Your marketing stops being a guessing game. When you know the undertow – what your customer has already tried, where confidence breaks down, what they're afraid of getting wrong – you can speak to that directly. That's what makes marketing feel less like broadcasting and more like a conversation.
How many personas do you need?
For most small businesses, two to four well-built personas is the sweet spot. More than that and your marketing becomes diluted. You start trying to speak to everyone again.
Build personas that reflect the customers who drive the most value for your business – not the most common customers, the most valuable ones. They're not always the same person.
And base them on real people where you can. Think about your best clients. The ones who got the most from working with you, referred others, never quibbled on price. Build your personas from those relationships outward, not from assumptions inward.
Frequently asked questions
What is a customer persona?
A customer persona is a detailed, semi-fictional portrait of your ideal customer built from research, observation, and real data. It covers not just who they are demographically but what they're trying to achieve, what's getting in the way, and how they want to feel. Also called buyer personas, ICPs, or avatars – the name matters less than the depth.
How is Surface to Soul different from a standard persona?
Most persona frameworks stop at demographics and goals. Surface to Soul adds two layers that most businesses skip: the undertow (the friction, the failed attempts, the unnamed thing holding them back) and the depth (the emotional truth underneath the practical goal). Those two layers are where brand clarity actually lives.
How many customer personas should I create?
Two to four for most small businesses. Focus on the customers who drive the most value, not the most volume. More than four and you're spreading your marketing too thin to be meaningful to anyone.

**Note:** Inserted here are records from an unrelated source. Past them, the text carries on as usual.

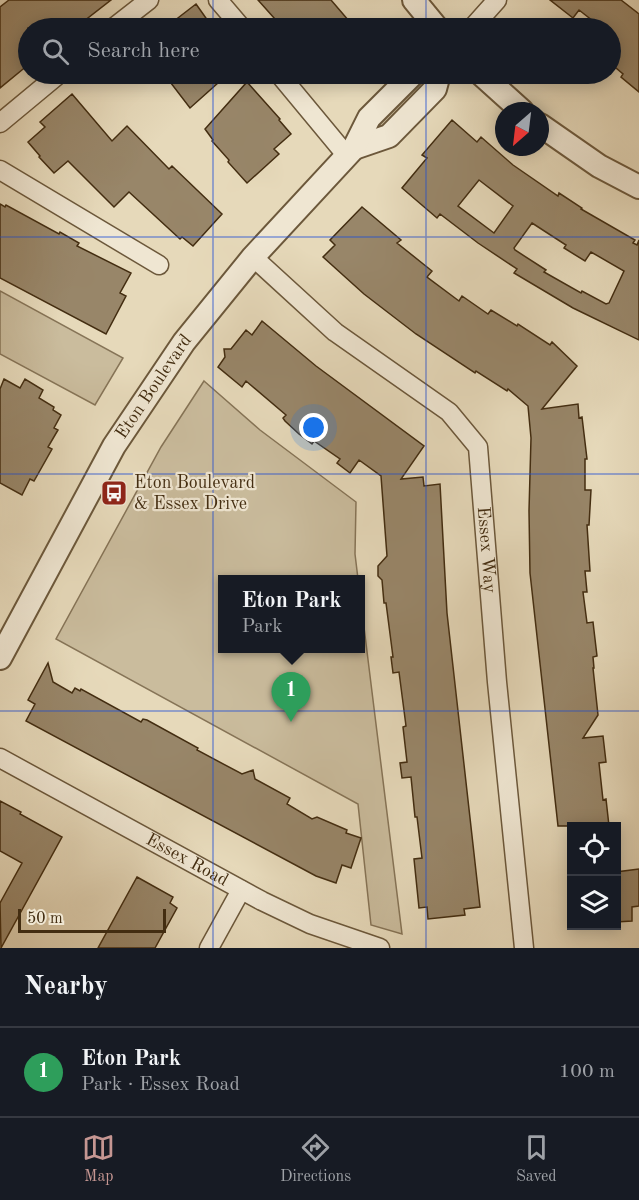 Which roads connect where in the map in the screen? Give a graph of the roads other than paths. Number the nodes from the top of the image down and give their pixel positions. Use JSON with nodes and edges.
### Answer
{"nodes":[{"id":1,"x":148,"y":0,"type":"edge"},
{"id":2,"x":218,"y":0,"type":"edge"},
{"id":3,"x":414,"y":0,"type":"edge"},
{"id":4,"x":497,"y":0,"type":"edge"},
{"id":5,"x":126,"y":18,"type":"edge"},
{"id":6,"x":233,"y":18,"type":"edge"},
{"id":7,"x":429,"y":18,"type":"edge"},
{"id":8,"x":481,"y":18,"type":"edge"},
{"id":9,"x":48,"y":84,"type":"edge"},
{"id":10,"x":288,"y":84,"type":"edge"},
{"id":11,"x":403,"y":84,"type":"edge"},
{"id":12,"x":436,"y":84,"type":"edge"},
{"id":13,"x":492,"y":84,"type":"edge"},
{"id":14,"x":512,"y":102,"type":"edge"},
{"id":15,"x":0,"y":123,"type":"edge"},
{"id":16,"x":549,"y":131,"type":"edge"},
{"id":17,"x":350,"y":152,"type":"junction"},
{"id":18,"x":0,"y":170,"type":"edge"},
{"id":19,"x":639,"y":188,"type":"edge"},
{"id":20,"x":253,"y":257,"type":"junction"},
{"id":21,"x":159,"y":265,"type":"dead end"},
{"id":22,"x":0,"y":657,"type":"edge"},
{"id":23,"x":0,"y":758,"type":"edge"},
{"id":24,"x":241,"y":890,"type":"junction"},
{"id":25,"x":209,"y":948,"type":"edge"},
{"id":26,"x":380,"y":948,"type":"edge"},
{"id":27,"x":524,"y":948,"type":"edge"}],
"edges":[{"from":1,"to":5,"type":"street"},
{"from":2,"to":6,"type":"street"},
{"from":3,"to":7,"type":"street"},
{"from":4,"to":8,"type":"street"},
{"from":9,"to":15,"type":"street"},
{"from":10,"to":17,"type":"street"},
{"from":11,"to":17,"type":"street","name":"Eton Boulevard"},
{"from":12,"to":17,"type":"street","name":"Eton Boulevard"},
{"from":13,"to":14,"type":"street"},
{"from":16,"to":19,"type":"street"},
{"from":17,"to":20,"type":"street","name":"Eton Boulevard"},
{"from":18,"to":21,"type":"street"},
{"from":20,"to":22,"type":"street","name":"Eton Boulevard"},
{"from":20,"to":27,"type":"street","name":"Essex Way"},
{"from":23,"to":24,"type":"street","name":"Essex Road"},
{"from":24,"to":25,"type":"street"},
{"from":24,"to":26,"type":"street","name":"Essex Road"}]}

What should a buyer persona include?
At minimum: who they are on paper, what they're moving toward, what's in their way, and how they want to feel. If your persona doesn't have an emotional truth, it's not finished.
How do personas connect to brand strategy?
Personas are the brief. Everything downstream – messaging, visual identity, tone of voice, content strategy – should be traceable back to a persona. If you can't explain why a brand decision serves a specific person's specific emotional truth, it's probably a guess dressed up as a strategy.